For those who are curious to know why it is called generalized, here is a quote from Wikipedia. “In statistics, the generalized linear model (GLM) is a flexible generalization of ordinary linear regression that allows for response variables that have error distribution models other than a normal distribution. The GLM generalizes linear regression by allowing the linear model to be related to the response variable via a link function and by allowing the magnitude of the variance of each measurement to be a function of its predicted value” (Wikipedia, accessed Nov 10, 2019, https://en.wikipedia.org/wiki/Generalized_linear_model).
# Fitting a logistic regression model
logit.model1 <- glm(Purchase ~ StoreID + PriceCH + PriceMM + PctDiscMM + PctDiscCH + Store7 + PriceDiff + LoyalCH, # Notice that I did not drop any variables
data = oj.fix,
family = "binomial")
summary(logit.model1)##
## Call:
## glm(formula = Purchase ~ StoreID + PriceCH + PriceMM + PctDiscMM +
## PctDiscCH + Store7 + PriceDiff + LoyalCH, family = "binomial",
## data = oj.fix)
##
## Deviance Residuals:
## Min 1Q Median 3Q Max
## -2.8157 -0.5446 -0.2408 0.5306 2.8042
##
## Coefficients: (1 not defined because of singularities)
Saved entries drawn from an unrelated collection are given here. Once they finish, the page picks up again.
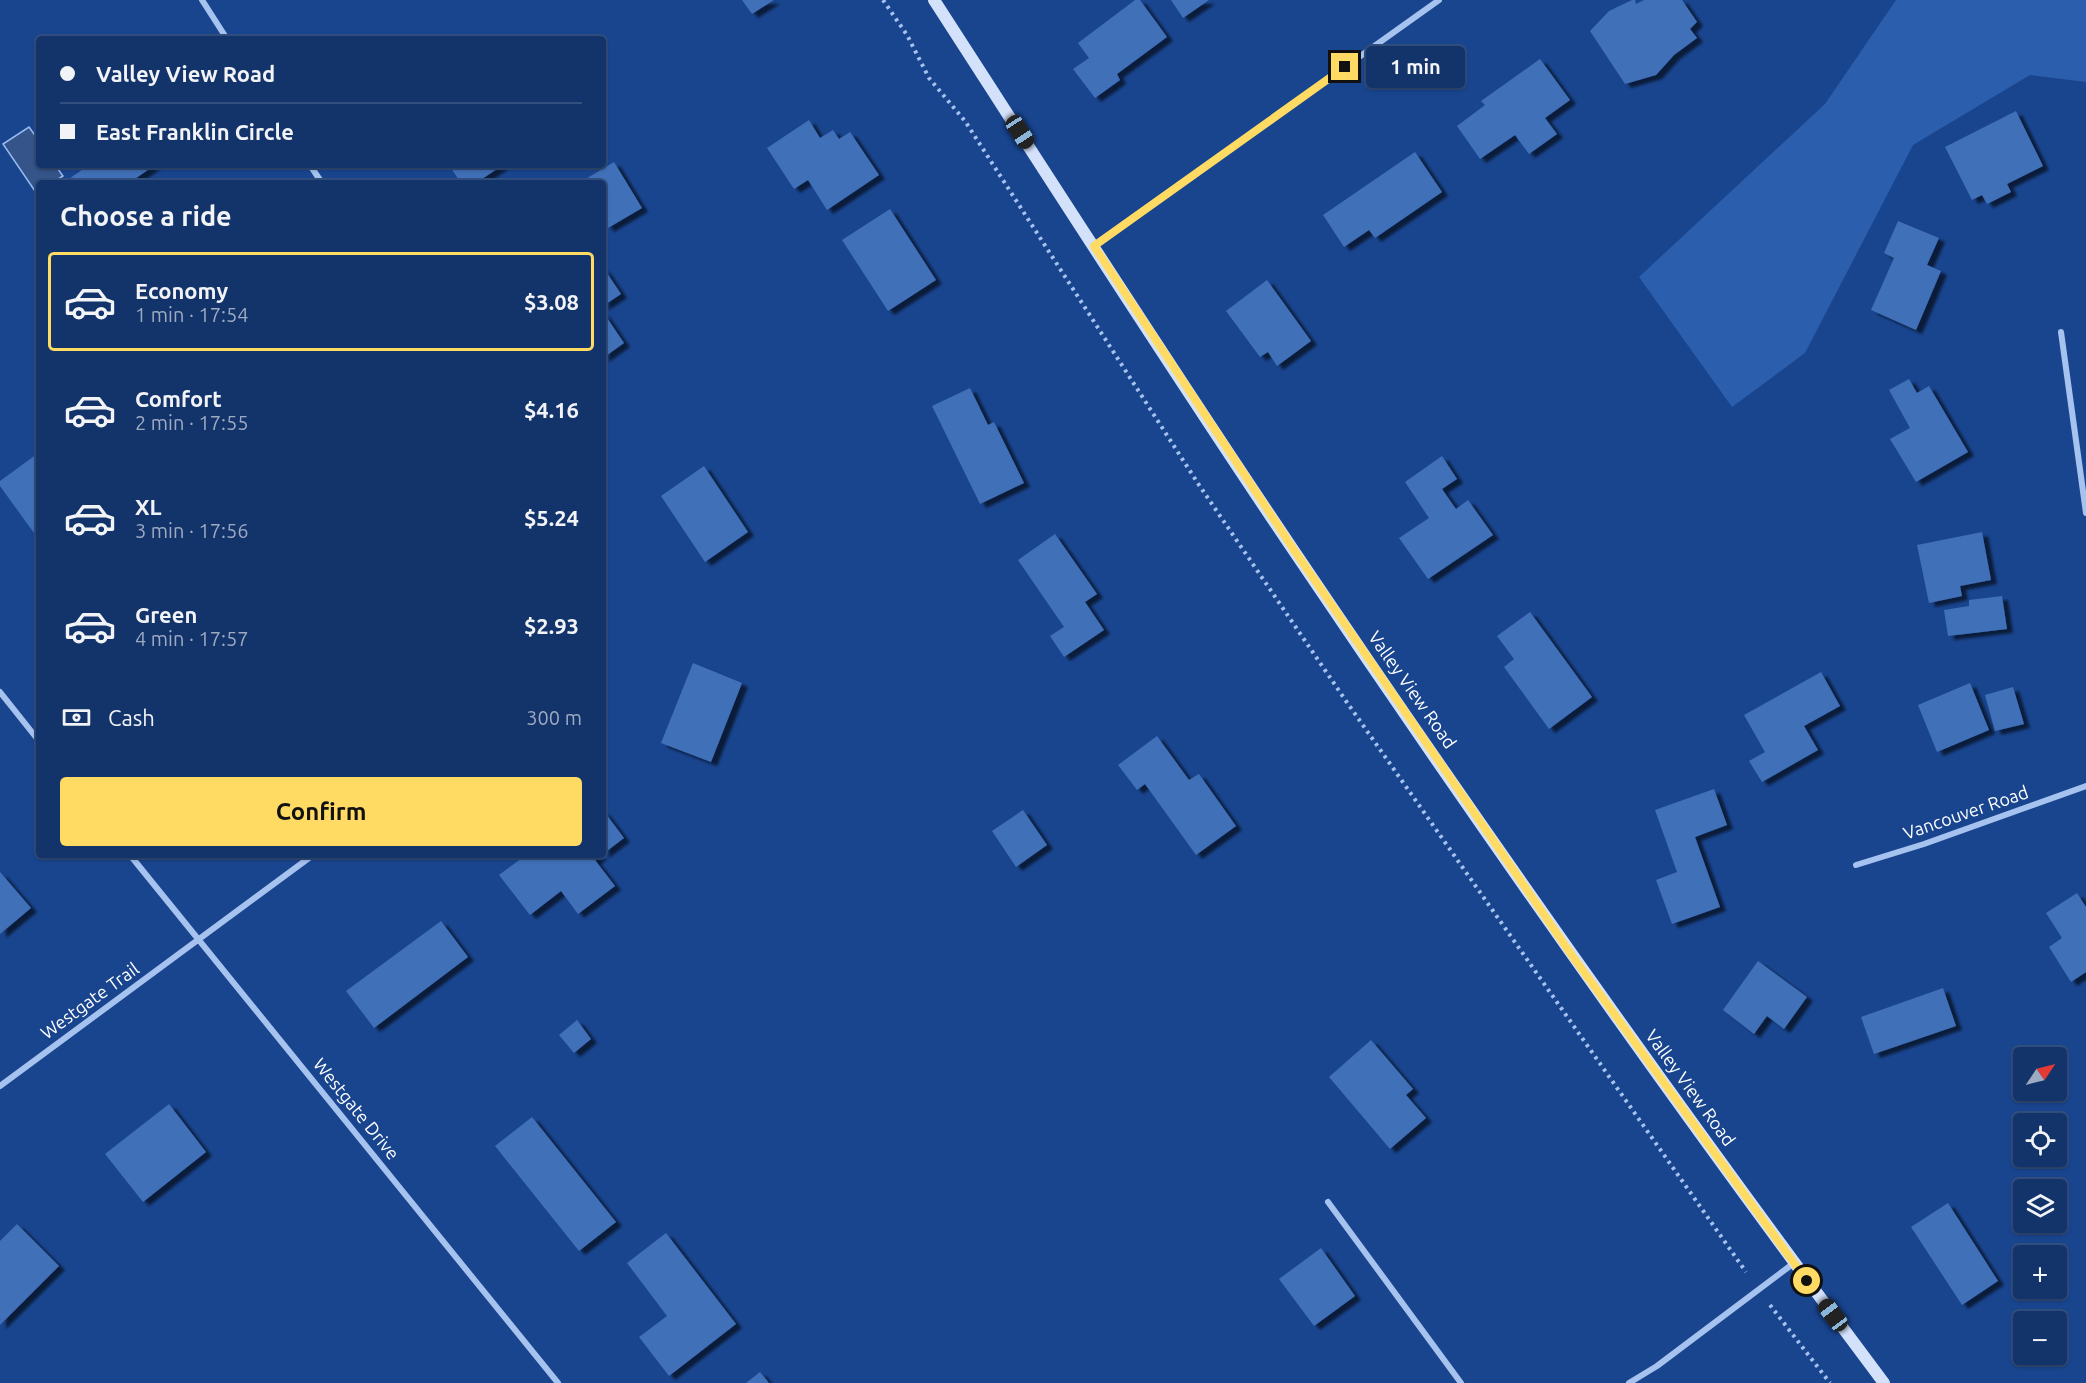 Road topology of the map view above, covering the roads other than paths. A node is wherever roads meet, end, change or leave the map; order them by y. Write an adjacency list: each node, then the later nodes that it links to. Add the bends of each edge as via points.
1 (202, 0): 4 (street)
2 (934, 0): 5 (main road, Valley View Road)
3 (1439, 0): 5 (street)
4 (225, 36)
5 (1094, 246): 17 (main road, Valley View Road, via 1294,550 1558,935)
6 (2061, 332): 7 (street)
7 (2086, 513)
8 (0, 693): 9 (street)
9 (36, 737)
10 (2086, 786): 13 (street, Vancouver Road)
11 (132, 858): 14 (street, Westgate Drive)
12 (309, 858): 14 (street, Westgate Trail)
13 (1856, 865)
14 (198, 940): 15 (street, Westgate Trail); 18 (street, Westgate Drive)
15 (0, 1086)
16 (1328, 1202): 19 (street)
17 (1794, 1263): 20 (street); 21 (main road, Valley View Road)
18 (558, 1383)
19 (1461, 1383)
20 (1629, 1383)
21 (1884, 1383)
## Estimate Std. Error z value Pr(>|z|)
## (Intercept) 3.527549 1.831745 1.926 0.0541 .
## StoreID2 0.009016 0.286318 0.031 0.9749
## StoreID3 -0.055000 0.329861 -0.167 0.8676
## StoreID4 -0.399226 0.374221 -1.067 0.2861
## StoreID7 -0.597578 0.270197 -2.212 0.0270 *
## PriceCH -13.053061 8.304722 -1.572 0.1160
## PriceMM 13.164038 8.060008 1.633 0.1024
## PctDiscMM -30.493872 17.323509 -1.760 0.0784 .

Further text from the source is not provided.